The Great black wasp, phex pensylvanicu, is found across North America. A type of digger wasp it is about 1.5 inches (3.8 cm) in length.
Does the great black wasp have a painful sting?
Like a lot of other solitary wasp species, their sting has not evolved to be very painful to humans. The entomologist Justin Schmidt ranked them low on his insect pain index describing the sting as ‘Simple and presumptuous. Your younger sibling just nipped at your pinkie finger.’ Being solitary wasps they are very unlikely to sting a person. They do not have large colonies like social wasps.
What do great black wasps prey on?
They feed crickets and grasshoppers to their young to eat alive. First, they paralyze them with their sting before transporting them to their burrow.

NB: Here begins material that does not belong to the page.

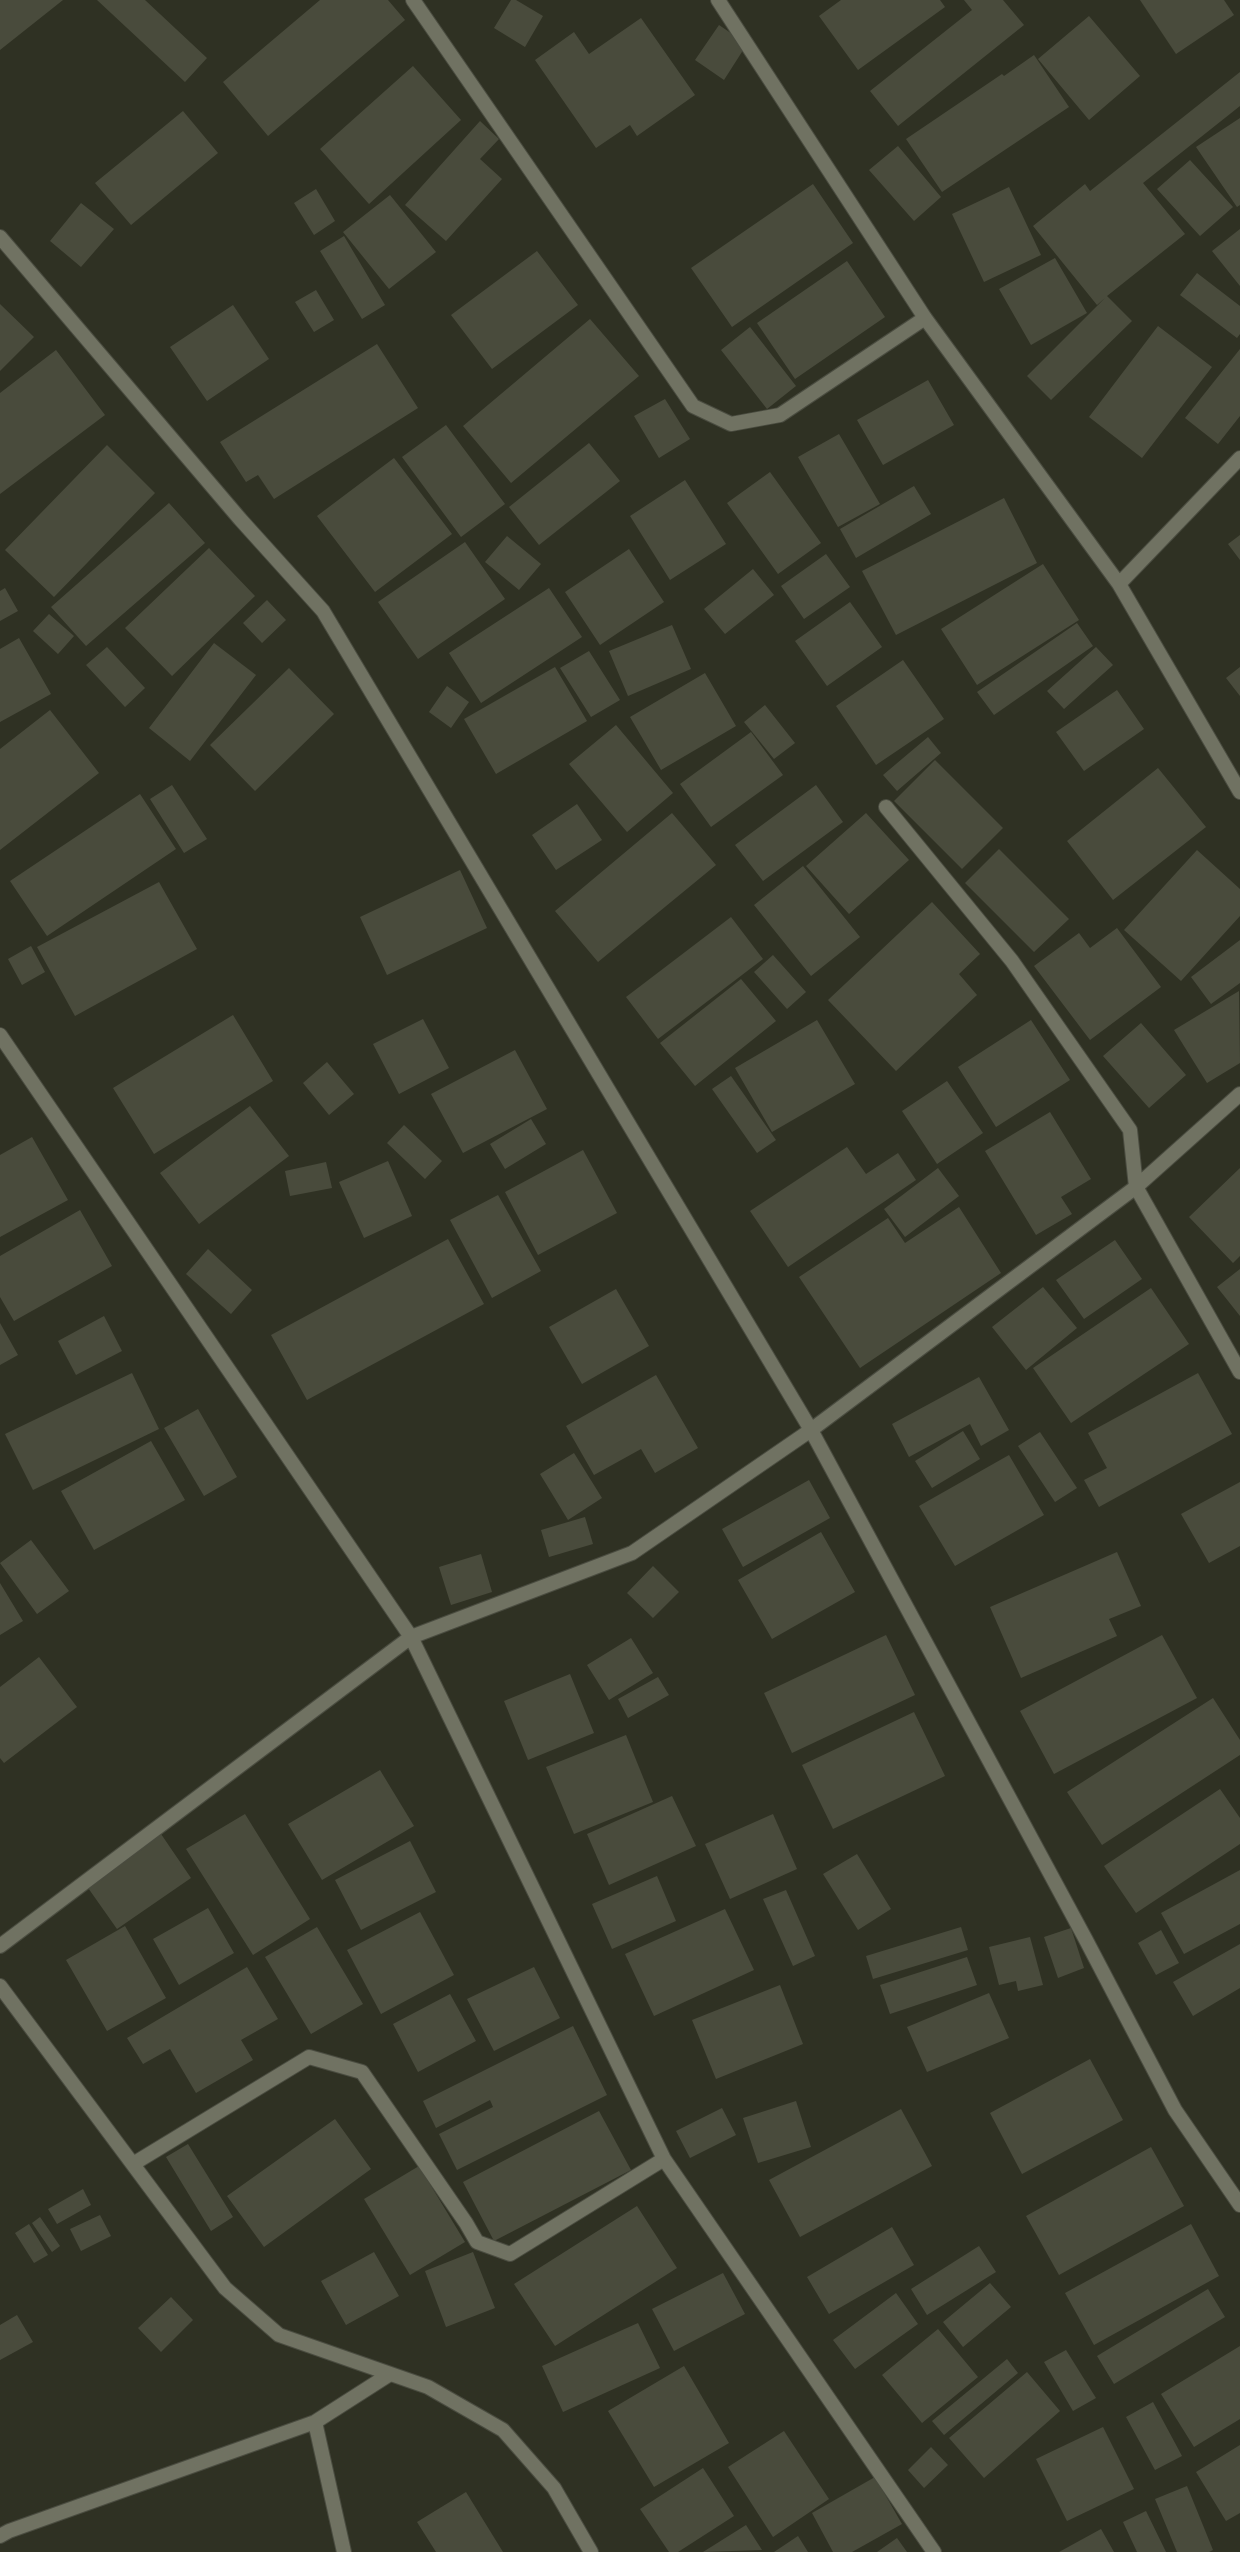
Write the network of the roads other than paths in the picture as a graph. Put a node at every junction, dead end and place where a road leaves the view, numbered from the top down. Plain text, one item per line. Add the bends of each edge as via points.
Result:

Once they have stocked their burrows full of crickets they will lay a single egg next to them before closing the burrow and camouflaging the entrance. Sealed inside the great black wasp larva will hatch and gradually consume the crickets alive. The wasp larva eats around the essential organs to keep the crickets alive for as long as possible, thus preventing them from decaying. They are very similar to the great golden digger wasp.
Do great black wasps pollinate?
The adults feed primarily on nectar and play an important role in pollinating plants such as milkweeds. Other than hunting on crickets to feed their larva they do not hunt insects for their own consumption. While bees may be more efficient pollinators than wasps the number of wasps is greater and so overall are vital for the propagation of plants. Read more.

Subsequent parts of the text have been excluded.